Morainy gave me some male endlers, which look good in this little tank that I also scrounged from her. Does anybody know if I have to heat this tank? There's no lid but I have it under my desk lamp.

She keeps her tanks heated but that's because her house is cold so she can't tell me how they will do at a lower temperature.

I have a room in a shared apartment that is usually warm, 20 degrees or so. I have heard that endlers can live at room temperature but I just want to check because the people I'm staying with don't want me to get a heater because I'd be using their power. 

The snow is making me a little nervous.


----------



## InfraredDream (Jun 24, 2010)

The heater will consume "nothing" compared to TV, etc.  Sorry, I just find it funny 
I keep all my endlers with heaters, I believe they like the temp pf about 24-25 and what would really bother me in the Winter is the big temperature jump during the day/night. Not sure if you can gurantee you have the same temp the whole day. I know it is very different at home, no matter we keep the room termostat at about 19-20. 
How big is the tank? I would get a small 25-50W heater.


----------



## TomC (Apr 21, 2010)

They should be fine. I have kept endlers unheated outdoors until mid september with no problems.


----------



## kelly528 (Apr 21, 2010)

I kept my endlers with a heater at about 76. That's what they've adapted to in the wild so why would you want to mess with that. Keeping fish at a correct and steady temperature reduced their stress and susceptibility to disease. IMO, You will spend a lot more time, grief and money trying to take care of a bunch of sick fish than you ever will on a $10 heater off the classifieds section of the forum. Plus, I doubt that delicate babies will take too kindly to heat drops at night. 

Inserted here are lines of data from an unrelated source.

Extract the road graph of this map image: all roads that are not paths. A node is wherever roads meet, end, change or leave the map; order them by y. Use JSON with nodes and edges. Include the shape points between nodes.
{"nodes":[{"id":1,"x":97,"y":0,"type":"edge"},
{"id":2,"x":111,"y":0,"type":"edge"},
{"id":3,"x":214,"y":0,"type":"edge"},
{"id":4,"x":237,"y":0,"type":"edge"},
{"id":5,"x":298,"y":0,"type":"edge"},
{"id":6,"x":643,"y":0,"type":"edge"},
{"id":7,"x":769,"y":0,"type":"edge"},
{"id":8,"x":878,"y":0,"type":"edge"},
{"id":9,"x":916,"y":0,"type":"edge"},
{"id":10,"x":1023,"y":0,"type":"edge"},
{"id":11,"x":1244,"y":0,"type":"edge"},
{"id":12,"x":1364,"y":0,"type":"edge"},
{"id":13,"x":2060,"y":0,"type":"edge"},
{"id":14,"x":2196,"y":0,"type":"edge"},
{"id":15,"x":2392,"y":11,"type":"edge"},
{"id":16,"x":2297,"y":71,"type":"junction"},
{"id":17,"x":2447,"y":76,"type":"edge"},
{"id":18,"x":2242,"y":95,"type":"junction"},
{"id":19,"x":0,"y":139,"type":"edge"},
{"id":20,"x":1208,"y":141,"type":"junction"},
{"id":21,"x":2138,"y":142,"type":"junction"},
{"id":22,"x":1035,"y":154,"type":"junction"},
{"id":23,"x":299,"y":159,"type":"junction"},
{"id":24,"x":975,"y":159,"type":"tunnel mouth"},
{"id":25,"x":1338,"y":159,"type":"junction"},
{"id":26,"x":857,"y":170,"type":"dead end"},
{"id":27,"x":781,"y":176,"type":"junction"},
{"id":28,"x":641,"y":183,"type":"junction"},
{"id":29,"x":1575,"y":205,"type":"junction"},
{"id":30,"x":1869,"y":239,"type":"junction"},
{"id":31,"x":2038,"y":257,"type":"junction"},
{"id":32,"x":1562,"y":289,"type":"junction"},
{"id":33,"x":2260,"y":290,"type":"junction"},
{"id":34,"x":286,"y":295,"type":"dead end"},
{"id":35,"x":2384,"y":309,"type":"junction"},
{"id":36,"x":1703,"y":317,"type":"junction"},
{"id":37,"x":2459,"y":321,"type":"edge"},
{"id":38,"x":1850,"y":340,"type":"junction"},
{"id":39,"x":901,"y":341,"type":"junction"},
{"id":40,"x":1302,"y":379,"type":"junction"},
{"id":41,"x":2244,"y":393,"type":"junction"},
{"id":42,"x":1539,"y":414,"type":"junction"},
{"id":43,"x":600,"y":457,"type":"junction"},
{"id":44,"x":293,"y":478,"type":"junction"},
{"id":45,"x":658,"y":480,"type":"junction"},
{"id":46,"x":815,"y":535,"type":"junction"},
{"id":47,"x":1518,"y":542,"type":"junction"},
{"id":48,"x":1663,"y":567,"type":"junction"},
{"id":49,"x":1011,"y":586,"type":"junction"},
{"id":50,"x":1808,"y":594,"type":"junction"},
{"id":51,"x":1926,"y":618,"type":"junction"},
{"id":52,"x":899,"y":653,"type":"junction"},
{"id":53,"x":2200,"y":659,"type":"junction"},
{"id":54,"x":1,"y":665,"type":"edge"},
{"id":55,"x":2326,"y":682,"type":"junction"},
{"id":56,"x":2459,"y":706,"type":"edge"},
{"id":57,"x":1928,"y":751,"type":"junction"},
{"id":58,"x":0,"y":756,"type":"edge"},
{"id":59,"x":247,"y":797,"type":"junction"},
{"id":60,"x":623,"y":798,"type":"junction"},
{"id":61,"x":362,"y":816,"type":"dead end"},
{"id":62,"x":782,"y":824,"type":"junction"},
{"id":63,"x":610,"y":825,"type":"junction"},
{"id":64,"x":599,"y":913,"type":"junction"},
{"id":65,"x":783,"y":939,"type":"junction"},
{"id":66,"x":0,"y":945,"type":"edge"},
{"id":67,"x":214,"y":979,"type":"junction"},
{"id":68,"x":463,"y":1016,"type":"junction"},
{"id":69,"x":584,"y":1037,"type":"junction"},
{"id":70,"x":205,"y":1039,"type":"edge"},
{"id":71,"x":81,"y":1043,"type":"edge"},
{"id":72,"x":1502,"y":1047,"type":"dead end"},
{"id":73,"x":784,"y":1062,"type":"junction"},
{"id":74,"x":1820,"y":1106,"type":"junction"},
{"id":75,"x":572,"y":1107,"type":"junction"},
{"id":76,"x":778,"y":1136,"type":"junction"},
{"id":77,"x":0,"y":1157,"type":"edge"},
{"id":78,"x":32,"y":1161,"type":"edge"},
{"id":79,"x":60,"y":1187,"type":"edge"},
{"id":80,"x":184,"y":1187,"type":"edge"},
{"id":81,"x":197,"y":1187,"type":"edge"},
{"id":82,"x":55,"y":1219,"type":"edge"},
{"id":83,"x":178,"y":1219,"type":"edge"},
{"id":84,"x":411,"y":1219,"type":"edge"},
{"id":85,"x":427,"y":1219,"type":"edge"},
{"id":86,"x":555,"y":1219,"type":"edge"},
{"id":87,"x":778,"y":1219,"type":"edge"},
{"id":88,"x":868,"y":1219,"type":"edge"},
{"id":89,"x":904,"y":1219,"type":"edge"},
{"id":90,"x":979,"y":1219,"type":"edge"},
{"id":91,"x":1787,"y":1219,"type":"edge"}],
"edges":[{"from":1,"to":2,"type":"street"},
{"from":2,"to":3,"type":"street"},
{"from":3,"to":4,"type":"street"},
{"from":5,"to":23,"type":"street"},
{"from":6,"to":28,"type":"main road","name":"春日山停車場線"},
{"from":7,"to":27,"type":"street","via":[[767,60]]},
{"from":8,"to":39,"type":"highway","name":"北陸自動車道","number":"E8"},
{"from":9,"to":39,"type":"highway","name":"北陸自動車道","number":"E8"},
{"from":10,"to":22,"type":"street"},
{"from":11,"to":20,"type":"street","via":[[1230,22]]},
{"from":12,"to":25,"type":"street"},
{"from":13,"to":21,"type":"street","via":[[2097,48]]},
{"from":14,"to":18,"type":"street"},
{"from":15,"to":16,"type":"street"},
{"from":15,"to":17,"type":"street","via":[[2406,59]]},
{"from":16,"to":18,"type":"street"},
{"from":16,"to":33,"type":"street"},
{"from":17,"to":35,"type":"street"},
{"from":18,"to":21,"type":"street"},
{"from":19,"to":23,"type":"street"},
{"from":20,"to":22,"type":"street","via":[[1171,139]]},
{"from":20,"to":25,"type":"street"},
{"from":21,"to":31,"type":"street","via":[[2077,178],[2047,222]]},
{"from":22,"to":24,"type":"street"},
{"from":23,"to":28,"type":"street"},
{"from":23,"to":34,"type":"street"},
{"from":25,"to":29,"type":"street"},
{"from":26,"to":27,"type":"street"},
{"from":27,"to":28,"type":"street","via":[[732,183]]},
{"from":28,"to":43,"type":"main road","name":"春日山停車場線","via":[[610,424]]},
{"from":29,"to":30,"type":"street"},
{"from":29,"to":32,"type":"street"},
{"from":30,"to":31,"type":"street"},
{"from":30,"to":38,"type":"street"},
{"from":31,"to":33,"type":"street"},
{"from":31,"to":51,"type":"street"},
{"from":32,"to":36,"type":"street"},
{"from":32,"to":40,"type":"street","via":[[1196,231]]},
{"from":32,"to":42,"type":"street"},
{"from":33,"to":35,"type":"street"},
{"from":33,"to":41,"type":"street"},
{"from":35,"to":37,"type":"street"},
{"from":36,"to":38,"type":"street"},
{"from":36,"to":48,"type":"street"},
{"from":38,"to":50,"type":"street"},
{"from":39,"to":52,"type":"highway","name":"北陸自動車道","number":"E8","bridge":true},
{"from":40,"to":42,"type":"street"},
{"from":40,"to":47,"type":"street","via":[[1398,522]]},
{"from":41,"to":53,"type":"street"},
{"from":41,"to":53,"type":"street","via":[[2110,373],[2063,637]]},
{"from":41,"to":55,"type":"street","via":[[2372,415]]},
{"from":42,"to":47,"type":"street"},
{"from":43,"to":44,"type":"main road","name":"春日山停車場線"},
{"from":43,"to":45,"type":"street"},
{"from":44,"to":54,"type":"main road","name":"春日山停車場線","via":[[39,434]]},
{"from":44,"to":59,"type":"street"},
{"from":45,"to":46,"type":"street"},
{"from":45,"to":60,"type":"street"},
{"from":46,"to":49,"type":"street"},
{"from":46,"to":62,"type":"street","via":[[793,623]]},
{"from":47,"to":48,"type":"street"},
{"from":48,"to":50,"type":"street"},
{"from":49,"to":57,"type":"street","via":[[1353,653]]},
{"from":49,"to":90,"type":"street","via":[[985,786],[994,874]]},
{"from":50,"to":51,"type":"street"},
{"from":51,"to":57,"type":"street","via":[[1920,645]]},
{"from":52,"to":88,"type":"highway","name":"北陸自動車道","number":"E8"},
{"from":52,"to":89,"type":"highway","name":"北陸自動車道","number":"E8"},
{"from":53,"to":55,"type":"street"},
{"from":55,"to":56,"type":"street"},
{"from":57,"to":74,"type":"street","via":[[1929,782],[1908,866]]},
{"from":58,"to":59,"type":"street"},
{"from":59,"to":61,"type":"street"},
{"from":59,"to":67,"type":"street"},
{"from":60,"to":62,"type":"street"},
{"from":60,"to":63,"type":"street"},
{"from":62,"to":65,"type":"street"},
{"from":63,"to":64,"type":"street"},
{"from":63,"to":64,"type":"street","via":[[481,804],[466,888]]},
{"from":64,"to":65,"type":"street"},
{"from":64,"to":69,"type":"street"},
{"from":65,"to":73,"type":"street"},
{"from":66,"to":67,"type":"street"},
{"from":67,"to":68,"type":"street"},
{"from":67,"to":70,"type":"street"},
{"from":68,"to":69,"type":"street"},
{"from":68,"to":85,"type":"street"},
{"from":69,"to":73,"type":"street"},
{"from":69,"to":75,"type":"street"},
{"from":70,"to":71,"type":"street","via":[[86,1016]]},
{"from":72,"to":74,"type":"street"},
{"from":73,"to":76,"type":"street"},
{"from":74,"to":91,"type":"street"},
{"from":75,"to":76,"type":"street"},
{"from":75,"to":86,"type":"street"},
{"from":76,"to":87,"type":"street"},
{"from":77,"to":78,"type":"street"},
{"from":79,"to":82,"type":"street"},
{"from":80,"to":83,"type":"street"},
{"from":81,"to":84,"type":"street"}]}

Rumor has it that you can manipulate the sex ratios of your batches of fry by turning up the heat. I've also heat that endlers drop more fry in higher temperatures.


----------



## Morainy (Apr 21, 2010)

Sandy, I know that your place stays pretty warm, but mine sure doesn't. I forgot to plug Joe's heater in after the last water change -- and the tank's temperature dropped to about 14 C last night. Yikes. So far he looks okay (I've warmed him up) but I had better write a note to myself: Plug the heater back in, Dummy!


----------



## pistolpete (May 2, 2010)

Just so you know a 50 watt heater in a small tank will be on approximately 25% of the time. that means it will use about 300 watt hours/day. Current hydro rates are less than 10 cents/1000 watt hours. That means your little tank would cost about $1 per month to heat. the desk lamp on it 12 hours/ day works out to about $2/ month.


----------



## InfraredDream (Jun 24, 2010)

This is what I say, pistolpete. And I got most of my heaters from members here for $5-10 each.


----------



## flannel (Apr 21, 2010)

Well, I have endlers and I've tried it both ways. They really do like the heat. They're more active, their color looks better, they seem to grow bigger and they DO drop more fry when heated. When they aren't heated they are much more susceptible to fungus and ich. I've also got a friend with endlers both heated and unheated and the ones in the heated tanks all seem to do much better so give your roomies an extra loonie to cover the power for your heater, your fish will love you for it


----------



## Morainy (Apr 21, 2010)

Sandy, I have a spare electrical extension cord thing, as well as a little heater. When you come over Tuesday, just remember to take them home with you. Then, you'll be able to plug the lamp and the heater into one outlet. That should pass the inspection of the outlet police.


----------